What to do:
Report each line of the listing below that holds "Istana".

Supplied information:
===============

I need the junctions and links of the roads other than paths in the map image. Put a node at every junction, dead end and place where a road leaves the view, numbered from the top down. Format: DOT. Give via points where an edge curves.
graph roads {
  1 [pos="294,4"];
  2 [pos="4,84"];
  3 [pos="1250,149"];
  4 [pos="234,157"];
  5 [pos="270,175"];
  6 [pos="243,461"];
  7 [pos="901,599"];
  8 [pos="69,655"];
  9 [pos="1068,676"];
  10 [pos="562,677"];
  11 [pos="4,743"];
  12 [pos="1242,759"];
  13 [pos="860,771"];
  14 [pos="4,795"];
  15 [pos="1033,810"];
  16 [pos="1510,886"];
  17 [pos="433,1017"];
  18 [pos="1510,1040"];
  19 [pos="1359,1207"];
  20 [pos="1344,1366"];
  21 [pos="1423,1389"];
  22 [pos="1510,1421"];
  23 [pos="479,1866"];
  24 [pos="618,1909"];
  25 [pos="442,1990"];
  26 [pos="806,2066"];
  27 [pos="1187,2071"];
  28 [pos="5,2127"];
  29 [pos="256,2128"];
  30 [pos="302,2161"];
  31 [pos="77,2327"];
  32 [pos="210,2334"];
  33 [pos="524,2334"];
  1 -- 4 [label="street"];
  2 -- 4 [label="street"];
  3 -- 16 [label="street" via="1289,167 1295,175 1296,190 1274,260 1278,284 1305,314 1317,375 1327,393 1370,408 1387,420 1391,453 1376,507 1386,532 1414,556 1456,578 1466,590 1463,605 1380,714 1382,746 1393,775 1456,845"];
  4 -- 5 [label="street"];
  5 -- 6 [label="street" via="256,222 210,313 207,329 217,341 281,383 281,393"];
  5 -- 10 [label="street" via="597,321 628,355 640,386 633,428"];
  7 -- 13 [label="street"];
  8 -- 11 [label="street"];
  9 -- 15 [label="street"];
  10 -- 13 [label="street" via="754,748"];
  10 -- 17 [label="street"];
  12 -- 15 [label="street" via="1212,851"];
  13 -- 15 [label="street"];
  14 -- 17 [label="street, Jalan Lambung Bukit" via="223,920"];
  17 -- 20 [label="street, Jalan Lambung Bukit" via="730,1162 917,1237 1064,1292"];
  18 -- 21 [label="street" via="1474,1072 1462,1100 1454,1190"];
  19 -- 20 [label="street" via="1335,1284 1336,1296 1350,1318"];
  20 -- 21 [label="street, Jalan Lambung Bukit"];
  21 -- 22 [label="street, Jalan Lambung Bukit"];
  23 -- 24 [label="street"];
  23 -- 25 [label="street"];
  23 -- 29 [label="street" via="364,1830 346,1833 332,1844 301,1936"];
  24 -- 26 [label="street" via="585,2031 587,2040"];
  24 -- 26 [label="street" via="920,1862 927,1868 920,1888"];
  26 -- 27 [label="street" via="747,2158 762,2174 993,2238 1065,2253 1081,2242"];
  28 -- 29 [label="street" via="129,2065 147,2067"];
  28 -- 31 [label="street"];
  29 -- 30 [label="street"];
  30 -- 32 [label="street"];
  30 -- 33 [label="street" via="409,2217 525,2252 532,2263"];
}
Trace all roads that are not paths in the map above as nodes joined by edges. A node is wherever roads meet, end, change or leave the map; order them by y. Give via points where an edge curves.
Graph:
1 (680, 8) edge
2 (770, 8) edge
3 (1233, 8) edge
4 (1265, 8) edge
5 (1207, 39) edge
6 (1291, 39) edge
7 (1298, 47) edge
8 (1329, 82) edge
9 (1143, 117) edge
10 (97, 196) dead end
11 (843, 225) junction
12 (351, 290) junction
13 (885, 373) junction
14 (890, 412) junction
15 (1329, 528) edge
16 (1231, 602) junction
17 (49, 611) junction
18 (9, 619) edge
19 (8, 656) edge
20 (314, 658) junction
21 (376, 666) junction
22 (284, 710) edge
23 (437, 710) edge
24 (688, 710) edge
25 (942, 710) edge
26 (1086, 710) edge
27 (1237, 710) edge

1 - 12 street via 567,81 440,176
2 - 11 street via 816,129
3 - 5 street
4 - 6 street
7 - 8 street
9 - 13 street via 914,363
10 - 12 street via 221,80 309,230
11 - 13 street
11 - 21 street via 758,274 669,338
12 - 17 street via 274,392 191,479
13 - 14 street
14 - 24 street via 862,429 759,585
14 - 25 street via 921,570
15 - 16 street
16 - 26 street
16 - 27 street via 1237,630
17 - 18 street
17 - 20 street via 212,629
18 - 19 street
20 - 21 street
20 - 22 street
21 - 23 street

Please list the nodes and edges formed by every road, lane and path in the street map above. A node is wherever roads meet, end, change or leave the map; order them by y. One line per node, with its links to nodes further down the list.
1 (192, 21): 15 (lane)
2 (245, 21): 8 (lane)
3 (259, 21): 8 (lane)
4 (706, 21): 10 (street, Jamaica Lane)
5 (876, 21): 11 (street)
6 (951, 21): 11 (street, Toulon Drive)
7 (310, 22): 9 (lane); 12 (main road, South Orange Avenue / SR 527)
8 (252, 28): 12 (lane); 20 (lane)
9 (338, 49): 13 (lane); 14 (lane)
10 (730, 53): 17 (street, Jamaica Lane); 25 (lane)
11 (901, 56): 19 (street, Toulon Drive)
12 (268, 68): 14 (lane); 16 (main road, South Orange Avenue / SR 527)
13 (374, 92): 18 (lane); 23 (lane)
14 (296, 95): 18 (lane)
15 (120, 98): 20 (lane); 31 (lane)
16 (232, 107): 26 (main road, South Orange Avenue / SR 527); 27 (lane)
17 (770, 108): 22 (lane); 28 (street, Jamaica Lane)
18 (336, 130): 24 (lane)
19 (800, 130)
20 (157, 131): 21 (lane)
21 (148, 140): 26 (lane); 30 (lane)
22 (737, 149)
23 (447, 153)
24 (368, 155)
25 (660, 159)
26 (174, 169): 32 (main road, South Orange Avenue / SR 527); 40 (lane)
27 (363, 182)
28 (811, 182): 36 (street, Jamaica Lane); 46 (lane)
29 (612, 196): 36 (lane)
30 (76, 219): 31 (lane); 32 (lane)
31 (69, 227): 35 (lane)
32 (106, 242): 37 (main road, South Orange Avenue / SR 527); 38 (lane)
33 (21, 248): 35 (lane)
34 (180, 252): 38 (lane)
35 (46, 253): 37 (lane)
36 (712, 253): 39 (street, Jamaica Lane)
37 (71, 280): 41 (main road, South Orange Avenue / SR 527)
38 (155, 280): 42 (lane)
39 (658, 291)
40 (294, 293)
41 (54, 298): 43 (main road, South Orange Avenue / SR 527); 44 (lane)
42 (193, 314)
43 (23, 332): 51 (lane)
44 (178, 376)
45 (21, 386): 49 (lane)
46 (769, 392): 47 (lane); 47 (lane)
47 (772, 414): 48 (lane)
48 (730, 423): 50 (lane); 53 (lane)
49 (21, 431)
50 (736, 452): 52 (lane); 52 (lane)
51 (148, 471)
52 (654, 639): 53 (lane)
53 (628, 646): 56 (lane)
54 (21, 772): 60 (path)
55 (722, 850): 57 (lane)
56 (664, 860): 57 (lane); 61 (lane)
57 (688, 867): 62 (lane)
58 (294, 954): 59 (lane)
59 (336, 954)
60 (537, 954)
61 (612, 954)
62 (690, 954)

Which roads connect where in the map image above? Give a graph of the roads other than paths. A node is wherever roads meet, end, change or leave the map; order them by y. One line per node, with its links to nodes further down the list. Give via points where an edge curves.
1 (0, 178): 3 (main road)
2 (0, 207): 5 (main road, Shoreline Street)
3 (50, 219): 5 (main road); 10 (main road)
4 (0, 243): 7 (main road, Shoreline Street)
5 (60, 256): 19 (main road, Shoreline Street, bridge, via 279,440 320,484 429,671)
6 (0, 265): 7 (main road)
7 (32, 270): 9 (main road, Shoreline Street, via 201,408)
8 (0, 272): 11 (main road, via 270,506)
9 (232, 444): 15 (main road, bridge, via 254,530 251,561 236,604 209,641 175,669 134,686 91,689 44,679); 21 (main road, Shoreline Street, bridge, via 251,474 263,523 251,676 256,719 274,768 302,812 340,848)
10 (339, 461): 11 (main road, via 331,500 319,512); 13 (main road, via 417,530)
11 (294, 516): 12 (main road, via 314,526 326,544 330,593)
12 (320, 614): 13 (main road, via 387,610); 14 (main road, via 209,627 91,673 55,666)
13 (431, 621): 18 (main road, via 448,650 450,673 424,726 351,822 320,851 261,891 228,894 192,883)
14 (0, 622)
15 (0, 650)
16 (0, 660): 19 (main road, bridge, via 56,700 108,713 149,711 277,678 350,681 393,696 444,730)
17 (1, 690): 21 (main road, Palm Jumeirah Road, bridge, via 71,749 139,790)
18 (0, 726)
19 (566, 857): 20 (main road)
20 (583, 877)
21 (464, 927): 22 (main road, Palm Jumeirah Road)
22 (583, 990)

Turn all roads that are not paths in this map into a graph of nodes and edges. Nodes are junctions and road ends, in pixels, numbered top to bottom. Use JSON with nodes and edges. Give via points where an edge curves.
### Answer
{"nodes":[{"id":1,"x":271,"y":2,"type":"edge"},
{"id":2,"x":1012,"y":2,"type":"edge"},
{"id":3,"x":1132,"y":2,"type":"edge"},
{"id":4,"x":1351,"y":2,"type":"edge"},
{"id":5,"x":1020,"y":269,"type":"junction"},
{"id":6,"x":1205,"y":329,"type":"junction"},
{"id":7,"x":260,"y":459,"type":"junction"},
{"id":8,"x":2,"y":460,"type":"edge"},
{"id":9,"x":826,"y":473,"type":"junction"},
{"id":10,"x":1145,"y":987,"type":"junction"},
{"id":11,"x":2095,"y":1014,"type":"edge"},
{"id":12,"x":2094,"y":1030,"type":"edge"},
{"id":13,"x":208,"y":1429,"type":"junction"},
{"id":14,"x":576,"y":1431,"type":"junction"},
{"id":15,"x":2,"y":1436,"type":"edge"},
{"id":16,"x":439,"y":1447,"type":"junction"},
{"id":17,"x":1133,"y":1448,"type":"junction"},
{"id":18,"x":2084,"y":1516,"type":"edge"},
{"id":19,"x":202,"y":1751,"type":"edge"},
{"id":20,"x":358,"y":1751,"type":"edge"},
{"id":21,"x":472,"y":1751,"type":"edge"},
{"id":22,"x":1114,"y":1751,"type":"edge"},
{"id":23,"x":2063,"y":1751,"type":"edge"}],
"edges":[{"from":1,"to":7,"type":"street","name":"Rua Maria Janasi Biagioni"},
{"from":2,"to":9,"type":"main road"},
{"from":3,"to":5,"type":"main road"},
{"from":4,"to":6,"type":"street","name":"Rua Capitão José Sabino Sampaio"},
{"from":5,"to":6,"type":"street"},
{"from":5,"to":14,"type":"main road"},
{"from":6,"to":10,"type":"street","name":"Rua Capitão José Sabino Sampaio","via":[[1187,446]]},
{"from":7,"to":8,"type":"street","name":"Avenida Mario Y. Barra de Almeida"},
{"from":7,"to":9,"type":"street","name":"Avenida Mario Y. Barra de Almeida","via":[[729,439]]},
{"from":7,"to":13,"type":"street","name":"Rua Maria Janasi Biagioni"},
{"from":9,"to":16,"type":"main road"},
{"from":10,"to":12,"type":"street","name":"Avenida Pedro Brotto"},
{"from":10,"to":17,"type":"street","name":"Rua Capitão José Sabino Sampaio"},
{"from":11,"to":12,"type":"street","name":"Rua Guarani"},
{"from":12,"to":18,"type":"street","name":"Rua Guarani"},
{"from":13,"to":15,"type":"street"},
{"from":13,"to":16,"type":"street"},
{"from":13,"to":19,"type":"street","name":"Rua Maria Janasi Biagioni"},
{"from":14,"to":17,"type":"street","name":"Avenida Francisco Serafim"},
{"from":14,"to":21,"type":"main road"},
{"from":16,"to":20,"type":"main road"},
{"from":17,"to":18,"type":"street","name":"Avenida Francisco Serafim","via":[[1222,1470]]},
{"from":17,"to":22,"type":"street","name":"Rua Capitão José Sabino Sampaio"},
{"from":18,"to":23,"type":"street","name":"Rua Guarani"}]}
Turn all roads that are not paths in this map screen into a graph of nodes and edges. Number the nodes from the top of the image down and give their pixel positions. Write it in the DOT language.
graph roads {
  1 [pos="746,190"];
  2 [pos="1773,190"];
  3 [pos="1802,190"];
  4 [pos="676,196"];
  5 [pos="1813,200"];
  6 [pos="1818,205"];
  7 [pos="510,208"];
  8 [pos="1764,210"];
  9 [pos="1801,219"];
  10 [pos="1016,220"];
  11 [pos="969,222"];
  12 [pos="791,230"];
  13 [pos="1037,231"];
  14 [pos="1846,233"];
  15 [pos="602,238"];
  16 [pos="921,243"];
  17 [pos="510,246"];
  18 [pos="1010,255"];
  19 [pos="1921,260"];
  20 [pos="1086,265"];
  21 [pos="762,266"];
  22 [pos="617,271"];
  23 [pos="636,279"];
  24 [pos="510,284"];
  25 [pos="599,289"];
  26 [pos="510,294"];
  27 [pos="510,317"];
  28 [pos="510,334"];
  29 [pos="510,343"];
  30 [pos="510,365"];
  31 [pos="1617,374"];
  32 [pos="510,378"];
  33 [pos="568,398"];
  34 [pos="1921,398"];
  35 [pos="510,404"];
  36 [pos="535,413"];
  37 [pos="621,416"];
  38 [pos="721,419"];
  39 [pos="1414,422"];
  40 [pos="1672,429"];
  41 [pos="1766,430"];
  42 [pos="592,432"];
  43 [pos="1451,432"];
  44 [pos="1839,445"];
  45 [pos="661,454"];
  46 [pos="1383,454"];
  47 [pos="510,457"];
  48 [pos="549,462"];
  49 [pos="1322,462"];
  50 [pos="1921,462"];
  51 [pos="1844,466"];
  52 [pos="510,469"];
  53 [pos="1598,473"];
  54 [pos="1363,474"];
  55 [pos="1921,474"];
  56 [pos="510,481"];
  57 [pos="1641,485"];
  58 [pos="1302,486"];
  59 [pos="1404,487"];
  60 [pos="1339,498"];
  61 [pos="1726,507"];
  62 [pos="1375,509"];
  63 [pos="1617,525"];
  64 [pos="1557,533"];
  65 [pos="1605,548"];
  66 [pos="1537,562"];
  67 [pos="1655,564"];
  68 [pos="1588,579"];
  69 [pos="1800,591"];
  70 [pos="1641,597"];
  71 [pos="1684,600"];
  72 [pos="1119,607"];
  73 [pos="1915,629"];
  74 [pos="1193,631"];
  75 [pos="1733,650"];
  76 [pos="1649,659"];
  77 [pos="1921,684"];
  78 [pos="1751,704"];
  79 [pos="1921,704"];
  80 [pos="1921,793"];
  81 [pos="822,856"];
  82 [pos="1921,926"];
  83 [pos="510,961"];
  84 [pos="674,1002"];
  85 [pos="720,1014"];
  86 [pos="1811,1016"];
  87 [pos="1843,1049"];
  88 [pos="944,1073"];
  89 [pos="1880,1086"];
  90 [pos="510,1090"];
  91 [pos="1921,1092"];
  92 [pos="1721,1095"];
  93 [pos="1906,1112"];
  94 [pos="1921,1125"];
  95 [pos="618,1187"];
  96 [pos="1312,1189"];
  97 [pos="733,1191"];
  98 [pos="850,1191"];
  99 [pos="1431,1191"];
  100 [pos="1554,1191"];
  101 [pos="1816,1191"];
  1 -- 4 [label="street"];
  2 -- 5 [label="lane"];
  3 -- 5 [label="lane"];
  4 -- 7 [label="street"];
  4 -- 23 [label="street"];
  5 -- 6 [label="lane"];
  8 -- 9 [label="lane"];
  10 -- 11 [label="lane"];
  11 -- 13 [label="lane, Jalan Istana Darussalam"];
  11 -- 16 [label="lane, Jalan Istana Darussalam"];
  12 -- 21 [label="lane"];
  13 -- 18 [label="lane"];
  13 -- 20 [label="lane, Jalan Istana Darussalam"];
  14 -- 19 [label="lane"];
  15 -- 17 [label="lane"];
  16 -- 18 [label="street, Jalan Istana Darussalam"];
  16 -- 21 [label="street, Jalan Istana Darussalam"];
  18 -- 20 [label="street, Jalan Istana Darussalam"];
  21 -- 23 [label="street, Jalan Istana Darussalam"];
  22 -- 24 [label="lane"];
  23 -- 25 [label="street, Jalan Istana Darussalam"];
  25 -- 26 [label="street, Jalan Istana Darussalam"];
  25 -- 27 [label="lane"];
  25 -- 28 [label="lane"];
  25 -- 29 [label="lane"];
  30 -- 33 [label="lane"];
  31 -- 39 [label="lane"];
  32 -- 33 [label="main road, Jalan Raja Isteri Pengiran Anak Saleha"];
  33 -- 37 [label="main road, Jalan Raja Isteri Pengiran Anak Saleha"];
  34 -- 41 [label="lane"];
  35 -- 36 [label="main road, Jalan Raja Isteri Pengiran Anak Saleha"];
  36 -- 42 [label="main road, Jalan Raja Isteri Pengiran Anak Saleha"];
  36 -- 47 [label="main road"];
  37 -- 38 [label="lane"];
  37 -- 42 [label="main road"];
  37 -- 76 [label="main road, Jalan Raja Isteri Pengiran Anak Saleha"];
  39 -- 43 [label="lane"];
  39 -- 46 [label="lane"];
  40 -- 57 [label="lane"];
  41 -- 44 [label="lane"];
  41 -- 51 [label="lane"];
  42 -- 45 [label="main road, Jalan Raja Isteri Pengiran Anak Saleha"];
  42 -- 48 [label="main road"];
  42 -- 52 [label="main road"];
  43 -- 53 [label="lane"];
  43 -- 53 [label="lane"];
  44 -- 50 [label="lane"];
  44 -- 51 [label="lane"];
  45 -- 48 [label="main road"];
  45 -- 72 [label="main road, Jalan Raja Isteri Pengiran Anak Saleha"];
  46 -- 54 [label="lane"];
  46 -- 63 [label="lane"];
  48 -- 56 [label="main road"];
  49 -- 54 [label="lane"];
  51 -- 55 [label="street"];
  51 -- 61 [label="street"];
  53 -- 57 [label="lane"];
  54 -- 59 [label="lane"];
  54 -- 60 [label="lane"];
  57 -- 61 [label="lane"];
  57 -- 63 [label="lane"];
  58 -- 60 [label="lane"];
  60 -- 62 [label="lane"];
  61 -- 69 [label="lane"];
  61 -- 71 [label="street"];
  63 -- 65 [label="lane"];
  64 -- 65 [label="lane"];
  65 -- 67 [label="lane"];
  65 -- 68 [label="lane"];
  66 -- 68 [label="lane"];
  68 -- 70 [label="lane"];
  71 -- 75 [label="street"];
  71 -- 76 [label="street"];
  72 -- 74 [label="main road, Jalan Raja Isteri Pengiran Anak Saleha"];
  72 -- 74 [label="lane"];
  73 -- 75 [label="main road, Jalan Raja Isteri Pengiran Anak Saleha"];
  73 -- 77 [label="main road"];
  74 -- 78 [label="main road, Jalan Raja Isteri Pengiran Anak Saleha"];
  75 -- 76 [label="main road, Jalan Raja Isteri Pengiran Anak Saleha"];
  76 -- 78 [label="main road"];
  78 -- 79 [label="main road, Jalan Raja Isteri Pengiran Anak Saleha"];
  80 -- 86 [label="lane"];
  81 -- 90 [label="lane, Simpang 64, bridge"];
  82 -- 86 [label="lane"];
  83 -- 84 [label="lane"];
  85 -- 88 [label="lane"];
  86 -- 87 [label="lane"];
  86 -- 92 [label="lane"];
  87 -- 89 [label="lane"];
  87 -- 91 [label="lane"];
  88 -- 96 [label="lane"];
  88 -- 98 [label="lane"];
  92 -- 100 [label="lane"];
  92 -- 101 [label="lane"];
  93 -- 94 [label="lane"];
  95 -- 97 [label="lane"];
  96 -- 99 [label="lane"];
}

===============

Response to this task:
  11 -- 13 [label="lane, Jalan Istana Darussalam"];
  11 -- 16 [label="lane, Jalan Istana Darussalam"];
  13 -- 20 [label="lane, Jalan Istana Darussalam"];
  16 -- 18 [label="street, Jalan Istana Darussalam"];
  16 -- 21 [label="street, Jalan Istana Darussalam"];
  18 -- 20 [label="street, Jalan Istana Darussalam"];
  21 -- 23 [label="street, Jalan Istana Darussalam"];
  23 -- 25 [label="street, Jalan Istana Darussalam"];
  25 -- 26 [label="street, Jalan Istana Darussalam"];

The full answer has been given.